> _Your task_
An exact transcription is needed of the lines below from the one with "Please list the" through the one with "Write the network", with no other lines and no pictures.

> _Given data_

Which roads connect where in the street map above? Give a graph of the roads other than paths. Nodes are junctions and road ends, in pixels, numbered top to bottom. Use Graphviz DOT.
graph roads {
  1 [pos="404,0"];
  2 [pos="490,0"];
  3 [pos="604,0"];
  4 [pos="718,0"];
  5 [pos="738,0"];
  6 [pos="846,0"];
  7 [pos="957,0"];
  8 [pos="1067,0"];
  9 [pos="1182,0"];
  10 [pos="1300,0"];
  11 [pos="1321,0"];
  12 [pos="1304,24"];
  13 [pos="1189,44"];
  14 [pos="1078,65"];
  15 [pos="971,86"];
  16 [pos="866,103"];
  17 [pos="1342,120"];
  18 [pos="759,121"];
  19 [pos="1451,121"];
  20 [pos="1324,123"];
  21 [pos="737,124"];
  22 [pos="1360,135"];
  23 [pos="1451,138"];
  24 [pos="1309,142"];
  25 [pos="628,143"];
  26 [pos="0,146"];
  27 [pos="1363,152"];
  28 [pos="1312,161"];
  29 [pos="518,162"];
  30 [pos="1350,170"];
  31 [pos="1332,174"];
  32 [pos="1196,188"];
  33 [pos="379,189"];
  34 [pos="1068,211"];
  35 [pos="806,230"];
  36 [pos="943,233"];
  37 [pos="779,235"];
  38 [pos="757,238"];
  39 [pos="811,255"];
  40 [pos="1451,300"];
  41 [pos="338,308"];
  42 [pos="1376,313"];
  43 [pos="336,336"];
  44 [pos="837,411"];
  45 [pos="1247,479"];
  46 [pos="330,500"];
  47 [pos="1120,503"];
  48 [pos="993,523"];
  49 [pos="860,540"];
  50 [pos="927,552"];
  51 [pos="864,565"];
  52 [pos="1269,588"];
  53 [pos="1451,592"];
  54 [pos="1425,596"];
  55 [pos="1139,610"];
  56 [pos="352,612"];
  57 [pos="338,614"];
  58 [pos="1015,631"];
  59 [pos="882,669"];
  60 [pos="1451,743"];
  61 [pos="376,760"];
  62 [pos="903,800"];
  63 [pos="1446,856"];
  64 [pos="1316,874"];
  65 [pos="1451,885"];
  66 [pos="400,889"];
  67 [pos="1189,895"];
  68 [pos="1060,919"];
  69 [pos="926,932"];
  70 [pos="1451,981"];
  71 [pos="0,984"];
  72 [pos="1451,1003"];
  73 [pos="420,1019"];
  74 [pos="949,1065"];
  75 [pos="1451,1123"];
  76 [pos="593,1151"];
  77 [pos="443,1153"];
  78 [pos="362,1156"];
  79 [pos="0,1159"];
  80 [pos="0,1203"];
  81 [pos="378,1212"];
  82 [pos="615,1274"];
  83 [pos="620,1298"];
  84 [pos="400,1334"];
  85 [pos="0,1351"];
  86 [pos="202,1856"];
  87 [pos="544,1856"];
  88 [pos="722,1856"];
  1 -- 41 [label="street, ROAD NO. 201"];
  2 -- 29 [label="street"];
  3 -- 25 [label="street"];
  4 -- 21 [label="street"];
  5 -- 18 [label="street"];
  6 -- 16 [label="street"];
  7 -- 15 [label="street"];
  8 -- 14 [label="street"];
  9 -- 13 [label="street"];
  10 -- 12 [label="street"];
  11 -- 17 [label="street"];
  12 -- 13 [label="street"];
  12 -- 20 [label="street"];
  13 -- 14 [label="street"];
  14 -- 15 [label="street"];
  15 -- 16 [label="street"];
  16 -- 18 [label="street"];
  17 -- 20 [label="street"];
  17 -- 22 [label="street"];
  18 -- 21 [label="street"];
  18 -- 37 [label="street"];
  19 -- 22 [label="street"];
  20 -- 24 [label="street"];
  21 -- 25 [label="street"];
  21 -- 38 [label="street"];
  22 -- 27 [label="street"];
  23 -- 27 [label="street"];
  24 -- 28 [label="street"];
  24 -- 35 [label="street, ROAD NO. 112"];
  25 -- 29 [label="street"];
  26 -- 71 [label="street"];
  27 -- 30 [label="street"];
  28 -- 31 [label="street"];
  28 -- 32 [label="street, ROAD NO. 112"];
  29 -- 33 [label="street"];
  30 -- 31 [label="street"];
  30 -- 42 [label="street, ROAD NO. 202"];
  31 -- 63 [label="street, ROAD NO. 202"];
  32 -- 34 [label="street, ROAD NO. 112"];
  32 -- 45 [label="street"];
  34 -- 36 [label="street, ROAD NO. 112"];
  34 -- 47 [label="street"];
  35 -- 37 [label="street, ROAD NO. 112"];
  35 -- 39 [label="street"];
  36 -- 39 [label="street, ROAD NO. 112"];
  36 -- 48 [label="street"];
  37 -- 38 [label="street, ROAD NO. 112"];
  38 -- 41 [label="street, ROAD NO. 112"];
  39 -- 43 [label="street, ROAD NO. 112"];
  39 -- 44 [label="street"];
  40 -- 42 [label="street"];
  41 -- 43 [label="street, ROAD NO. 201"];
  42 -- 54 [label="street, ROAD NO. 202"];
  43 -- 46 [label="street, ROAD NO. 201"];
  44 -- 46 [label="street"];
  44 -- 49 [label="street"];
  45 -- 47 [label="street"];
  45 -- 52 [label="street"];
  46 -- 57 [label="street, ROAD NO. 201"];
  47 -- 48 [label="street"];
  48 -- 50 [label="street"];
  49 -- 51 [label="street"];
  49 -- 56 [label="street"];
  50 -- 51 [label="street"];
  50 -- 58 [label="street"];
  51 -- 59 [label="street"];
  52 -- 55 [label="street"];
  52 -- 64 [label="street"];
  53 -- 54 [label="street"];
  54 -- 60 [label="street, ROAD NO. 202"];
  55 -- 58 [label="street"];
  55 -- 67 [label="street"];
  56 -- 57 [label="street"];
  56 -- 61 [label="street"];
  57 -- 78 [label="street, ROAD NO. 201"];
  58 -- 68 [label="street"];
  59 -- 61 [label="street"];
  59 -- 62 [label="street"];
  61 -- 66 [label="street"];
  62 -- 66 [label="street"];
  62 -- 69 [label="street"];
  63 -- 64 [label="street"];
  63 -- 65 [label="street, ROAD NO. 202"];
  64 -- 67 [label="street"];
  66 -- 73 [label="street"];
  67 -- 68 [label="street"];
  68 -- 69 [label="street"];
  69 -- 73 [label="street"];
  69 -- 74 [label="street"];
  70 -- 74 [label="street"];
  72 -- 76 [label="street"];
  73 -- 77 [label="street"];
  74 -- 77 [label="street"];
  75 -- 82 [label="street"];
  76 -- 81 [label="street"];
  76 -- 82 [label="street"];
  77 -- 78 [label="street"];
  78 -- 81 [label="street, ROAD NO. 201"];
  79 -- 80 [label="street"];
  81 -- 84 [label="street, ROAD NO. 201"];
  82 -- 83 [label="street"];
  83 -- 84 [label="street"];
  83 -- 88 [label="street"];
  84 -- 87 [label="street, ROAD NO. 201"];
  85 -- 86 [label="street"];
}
---
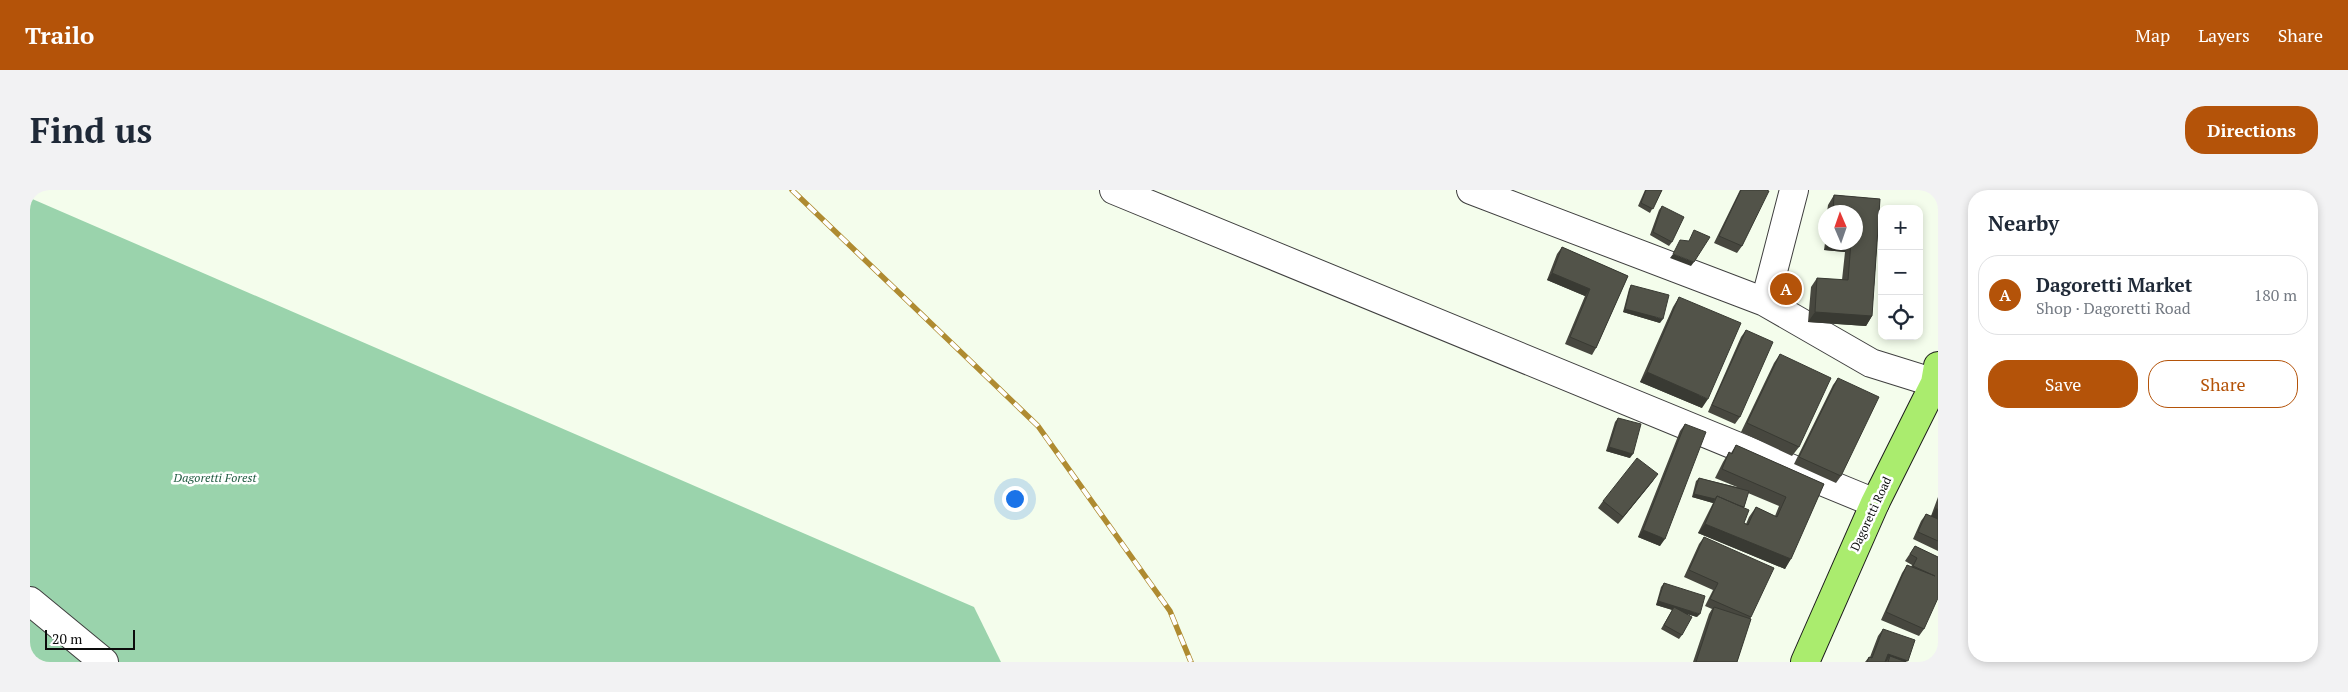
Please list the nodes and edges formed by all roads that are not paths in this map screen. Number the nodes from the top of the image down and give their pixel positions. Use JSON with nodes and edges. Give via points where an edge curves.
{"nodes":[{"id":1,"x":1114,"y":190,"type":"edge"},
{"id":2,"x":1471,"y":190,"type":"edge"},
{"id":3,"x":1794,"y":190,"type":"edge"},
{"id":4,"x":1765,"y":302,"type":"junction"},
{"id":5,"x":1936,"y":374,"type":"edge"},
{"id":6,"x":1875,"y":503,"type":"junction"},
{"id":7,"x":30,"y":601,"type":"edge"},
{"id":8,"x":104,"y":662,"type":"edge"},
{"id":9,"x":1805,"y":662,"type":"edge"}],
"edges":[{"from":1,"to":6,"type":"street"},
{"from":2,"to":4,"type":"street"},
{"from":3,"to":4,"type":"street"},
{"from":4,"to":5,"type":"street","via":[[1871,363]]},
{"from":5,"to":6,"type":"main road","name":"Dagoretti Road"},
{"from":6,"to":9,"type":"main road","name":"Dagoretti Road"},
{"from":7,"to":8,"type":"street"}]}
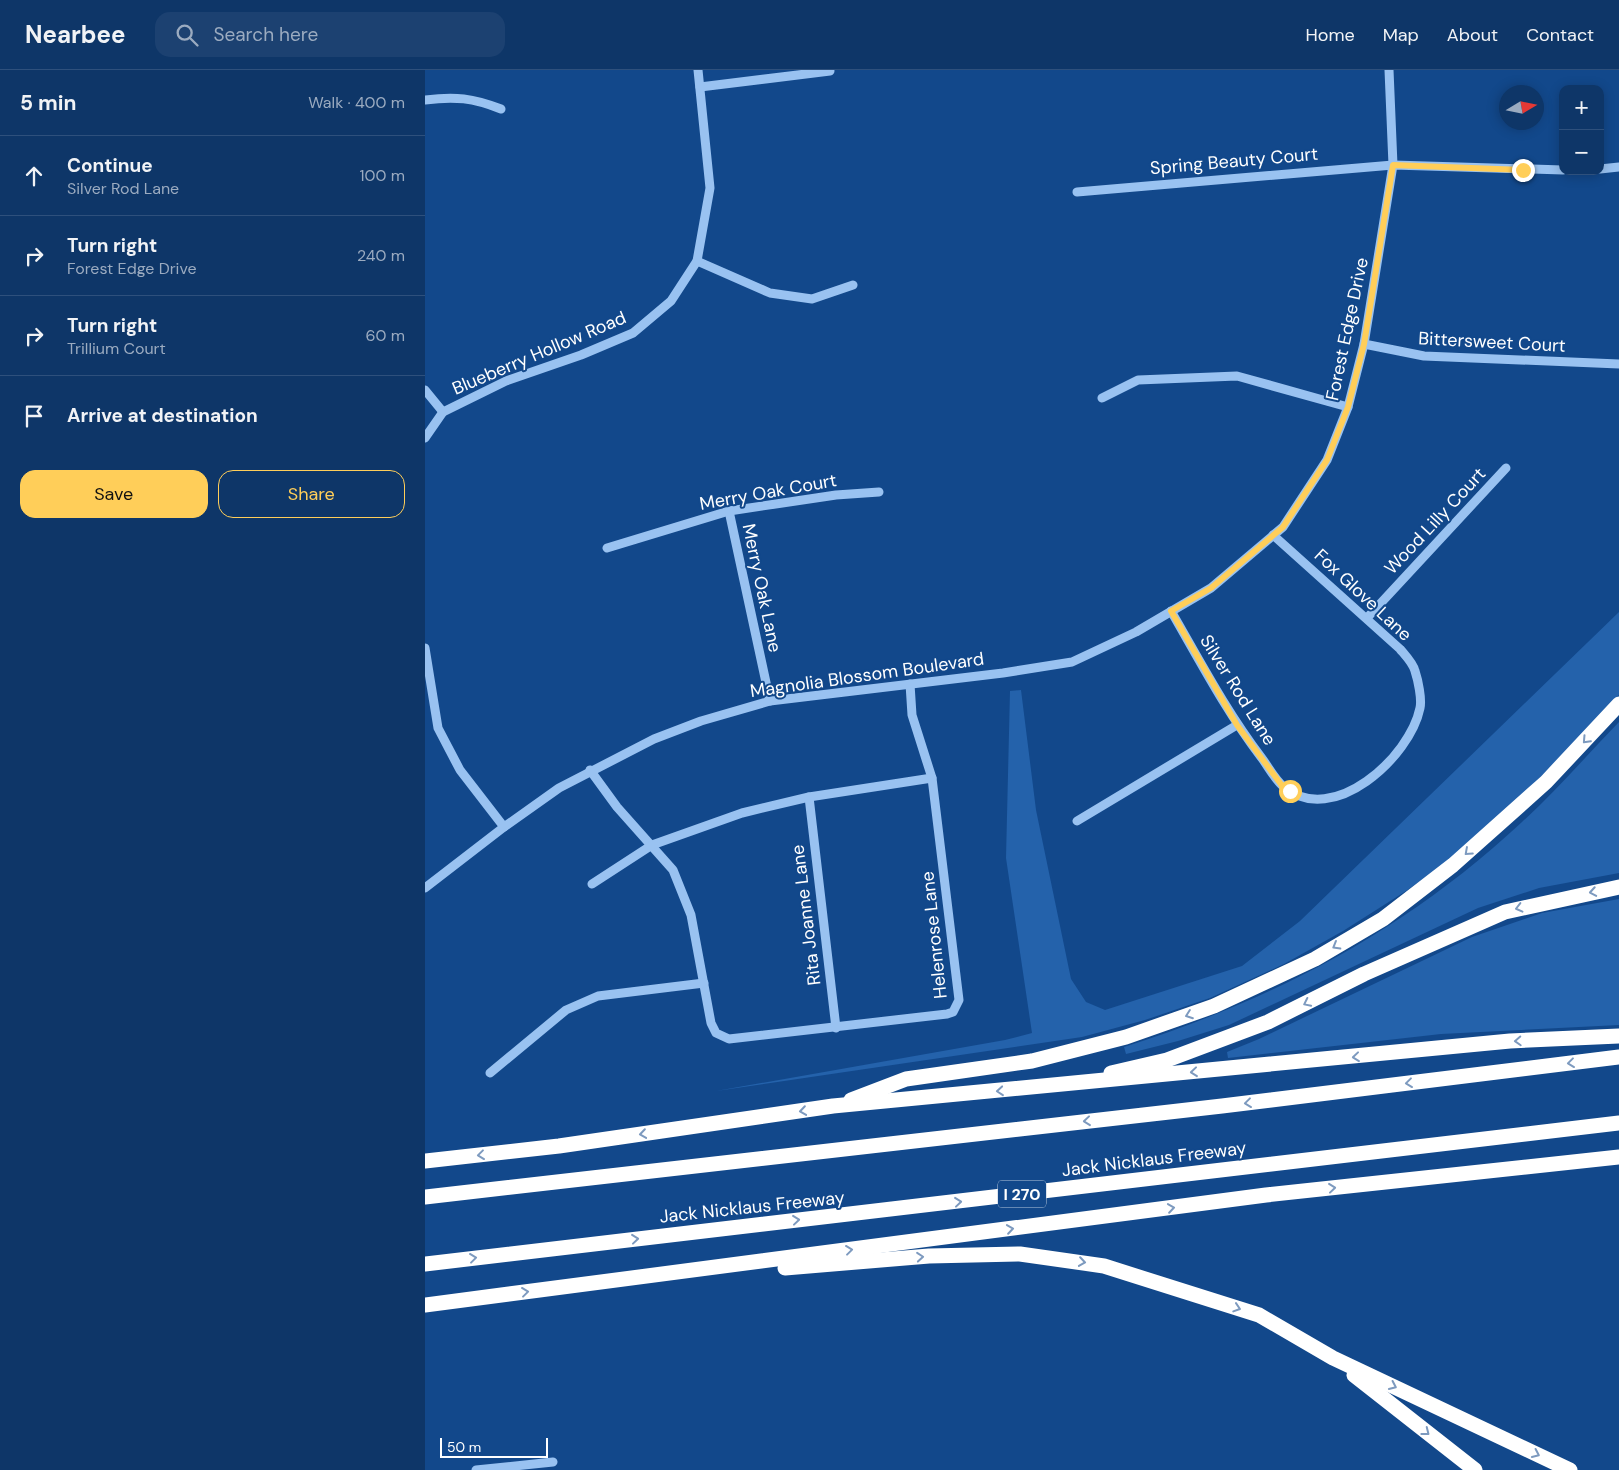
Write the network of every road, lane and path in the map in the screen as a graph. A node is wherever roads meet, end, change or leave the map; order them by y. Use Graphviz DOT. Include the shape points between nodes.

> _Problem solution_
Please list the nodes and edges formed by all roads that are not paths in this map screen. Number the nodes from the top of the image down and give their pixel positions. Use JSON with nodes and edges. Give via points where an edge curves.
{"nodes":[{"id":1,"x":1114,"y":190,"type":"edge"},
{"id":2,"x":1471,"y":190,"type":"edge"},
{"id":3,"x":1794,"y":190,"type":"edge"},
{"id":4,"x":1765,"y":302,"type":"junction"},
{"id":5,"x":1936,"y":374,"type":"edge"},
{"id":6,"x":1875,"y":503,"type":"junction"},
{"id":7,"x":30,"y":601,"type":"edge"},
{"id":8,"x":104,"y":662,"type":"edge"},
{"id":9,"x":1805,"y":662,"type":"edge"}],
"edges":[{"from":1,"to":6,"type":"street"},
{"from":2,"to":4,"type":"street"},
{"from":3,"to":4,"type":"street"},
{"from":4,"to":5,"type":"street","via":[[1871,363]]},
{"from":5,"to":6,"type":"main road","name":"Dagoretti Road"},
{"from":6,"to":9,"type":"main road","name":"Dagoretti Road"},
{"from":7,"to":8,"type":"street"}]}
Write the network of every road, lane and path in the map in the screen as a graph. A node is wherever roads meet, end, change or leave the map; order them by y. Use Graphviz DOT. Include the shape points between nodes.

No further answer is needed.